On Sat, 23 Mar 2013 15:35:18 +0100
Masklinn
On 2013-03-23, at 14:34 , Antoine Pitrou wrote:
On Sat, 23 Mar 2013 14:26:30 +0100 Masklinn
wrote: Wouldn't it be better if there are *few* different regexes? Since the module itself caches 512 expressions (100 in Python 2) and does not use an LRU or other "smart" cache (it just clears the whole cache dict once the limit is breached as far as I can see), *and* any explicit call to re.compile will *still* use the internal cache (meaning even going through re.compile will count against the _MAXCACHE limit), all regex uses throughout the application (including standard library &al) will count against the built-in cache and increase the chance of the regex we want cached to be thrown out no?
Well, it mostly sounds like the re cache should be made a bit smarter.
It should, but even with that I think it makes sense to explicitly cache regexps in the application, the re cache feels like an optimization more than semantics.
Well, of course it is. A cache *is* an optimization.
Either that, or the re module should provide an instantiable cache object for lazy compilation and caching of regexps e.g. re.local_cache(maxsize=None) which would return an lru-caching proxy to re. Thus the caching of a module's regexps would be under the control of the module using them if desired (and important)

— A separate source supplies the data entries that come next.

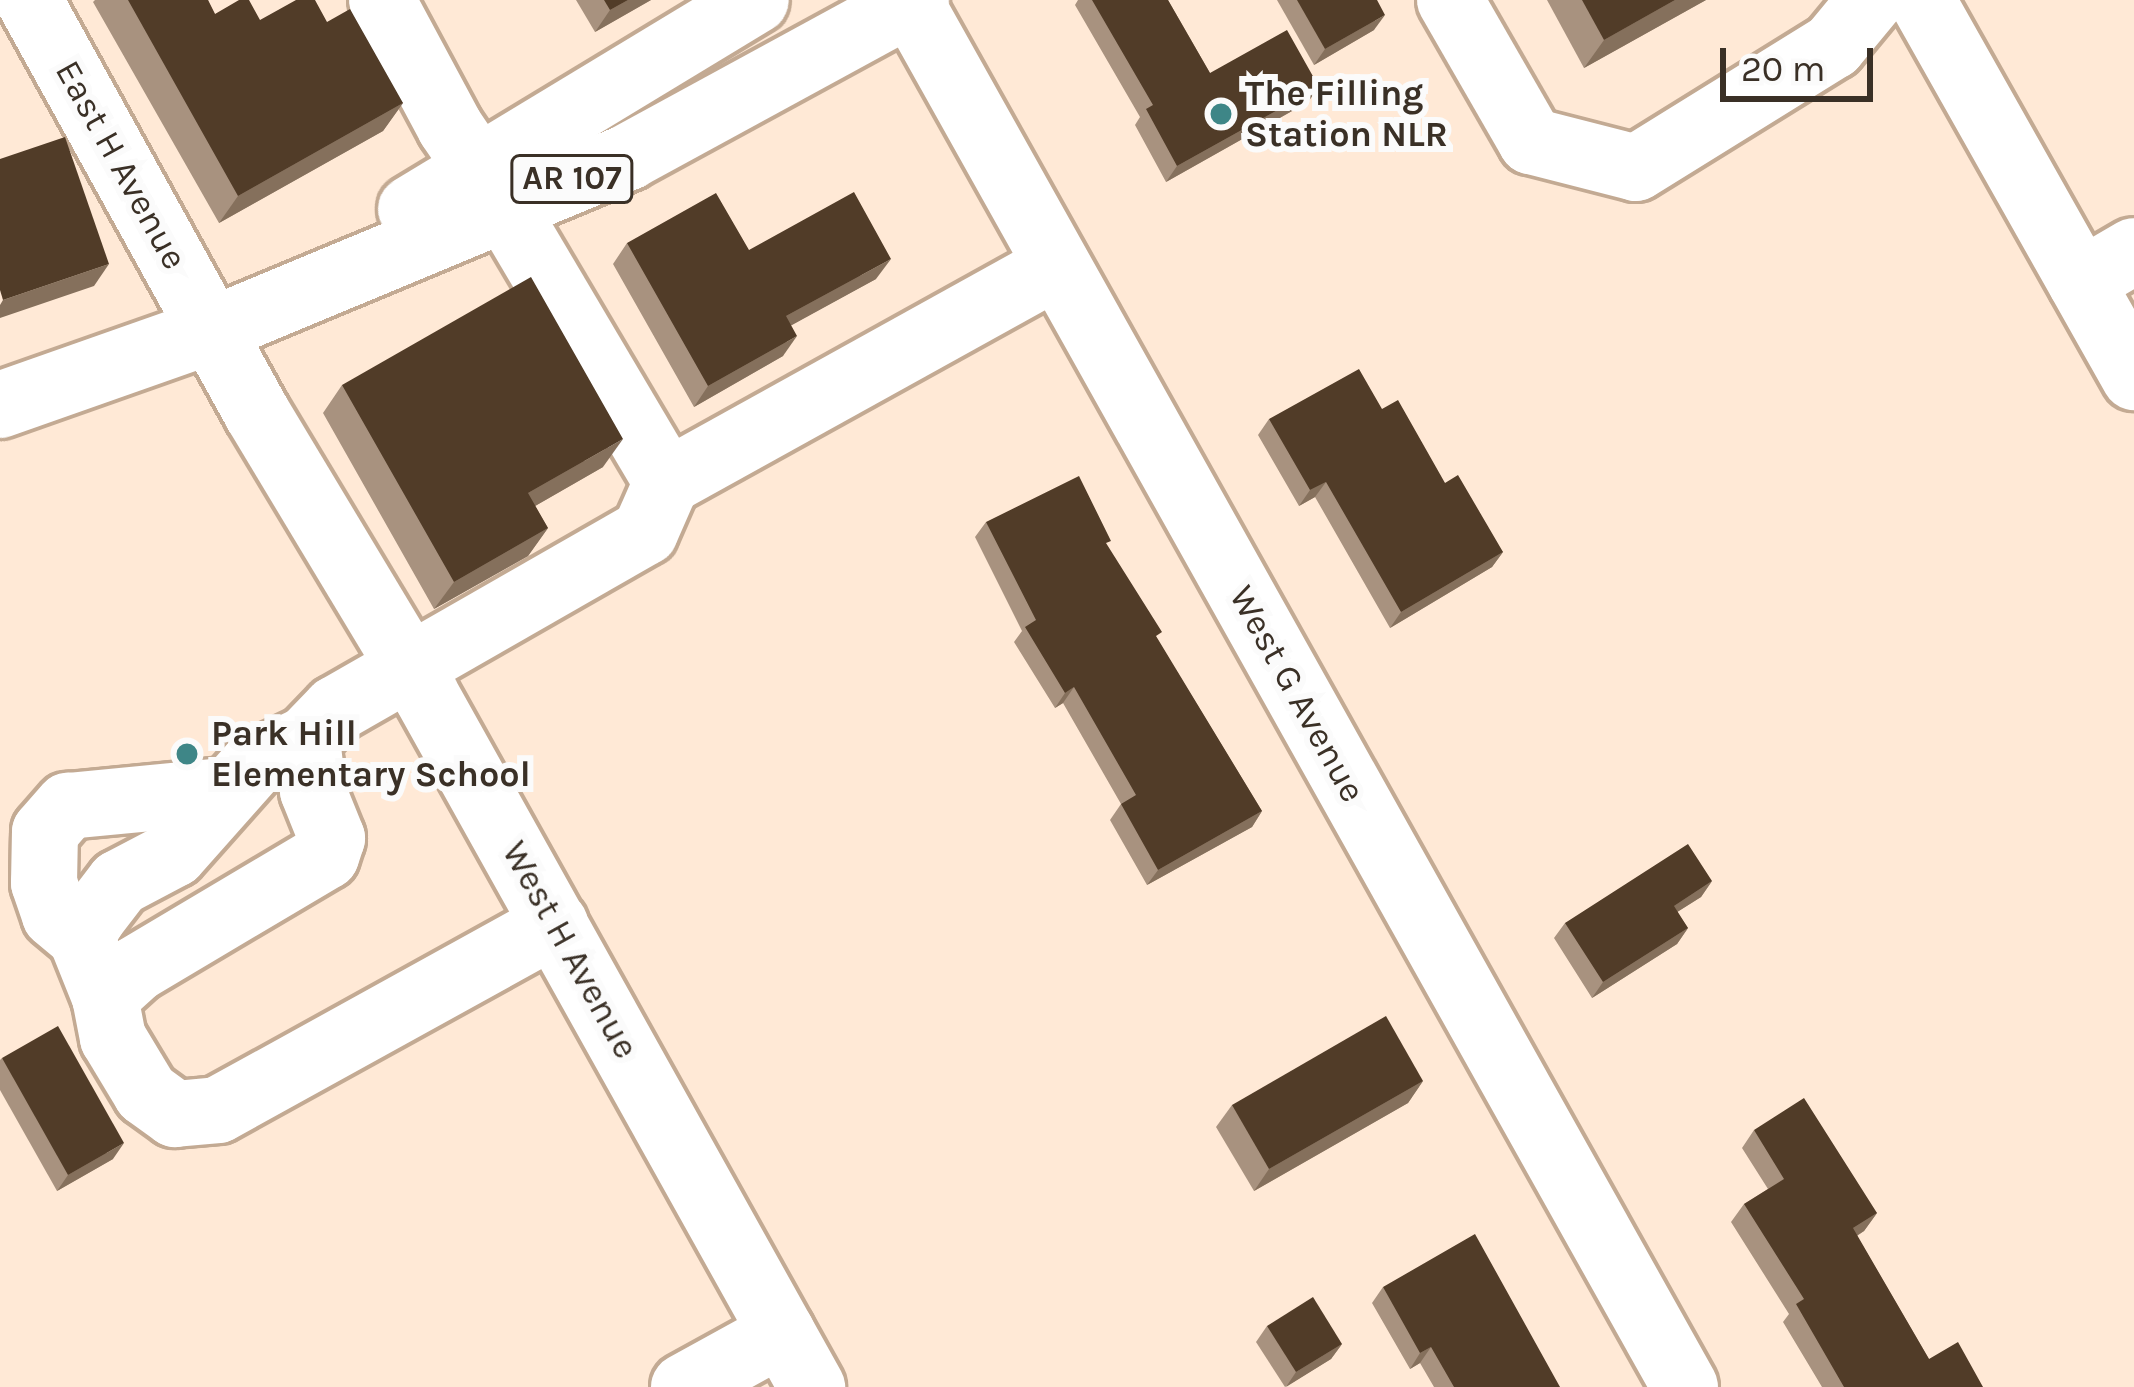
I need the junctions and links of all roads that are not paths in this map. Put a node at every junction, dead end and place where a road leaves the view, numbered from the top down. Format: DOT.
graph roads {
  1 [pos="29,0"];
  2 [pos="382,0"];
  3 [pos="757,0"];
  4 [pos="1450,0"];
  5 [pos="1871,0"];
  6 [pos="1922,0"];
  7 [pos="912,1"];
  8 [pos="491,186"];
  9 [pos="1057,266"];
  10 [pos="2107,266"];
  11 [pos="213,330"];
  12 [pos="2134,376"];
  13 [pos="0,405"];
  14 [pos="668,482"];
  15 [pos="410,669"];
  16 [pos="307,740"];
  17 [pos="225,791"];
  18 [pos="555,924"];
  19 [pos="81,937"];
  20 [pos="105,997"];
  21 [pos="797,1360"];
  22 [pos="684,1387"];
  23 [pos="1685,1387"];
  1 -- 11 [label="street, East H Avenue"];
  2 -- 8 [label="street"];
  3 -- 8 [label="street, AR 107"];
  4 -- 5 [label="street"];
  6 -- 10 [label="street"];
  7 -- 8 [label="street, AR 107"];
  7 -- 9 [label="street, West G Avenue"];
  8 -- 11 [label="street, AR 107"];
  8 -- 14 [label="street"];
  9 -- 14 [label="street"];
  9 -- 23 [label="street, West G Avenue"];
  10 -- 12 [label="street"];
  11 -- 13 [label="street, AR 107"];
  11 -- 15 [label="street, West H Avenue"];
  14 -- 15 [label="street"];
  15 -- 16 [label="street"];
  15 -- 18 [label="street, West H Avenue"];
  16 -- 17 [label="street"];
  16 -- 20 [label="street"];
  17 -- 19 [label="street"];
  17 -- 19 [label="street"];
  18 -- 20 [label="street"];
  18 -- 21 [label="street, West H Avenue"];
  19 -- 20 [label="street"];
  21 -- 22 [label="street"];
}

IMO that's the wrong way to think about it. The whole point of a cache is that the higher levels don't have to think about it. Your CPU has L1, L2 and sometimes L3 caches so that you don't have to allocate your critical data structures in separate "faster" memory areas. That said, if you really want to manage your own cache, it should already be easy to do so using functools.lru_cache() (or any implementation of your choice). The re module doesn't have to provide a dedicated caching primitive. But, really, the point of a cache is to optimize performance *without* you tinkering with it. Regards Antoine.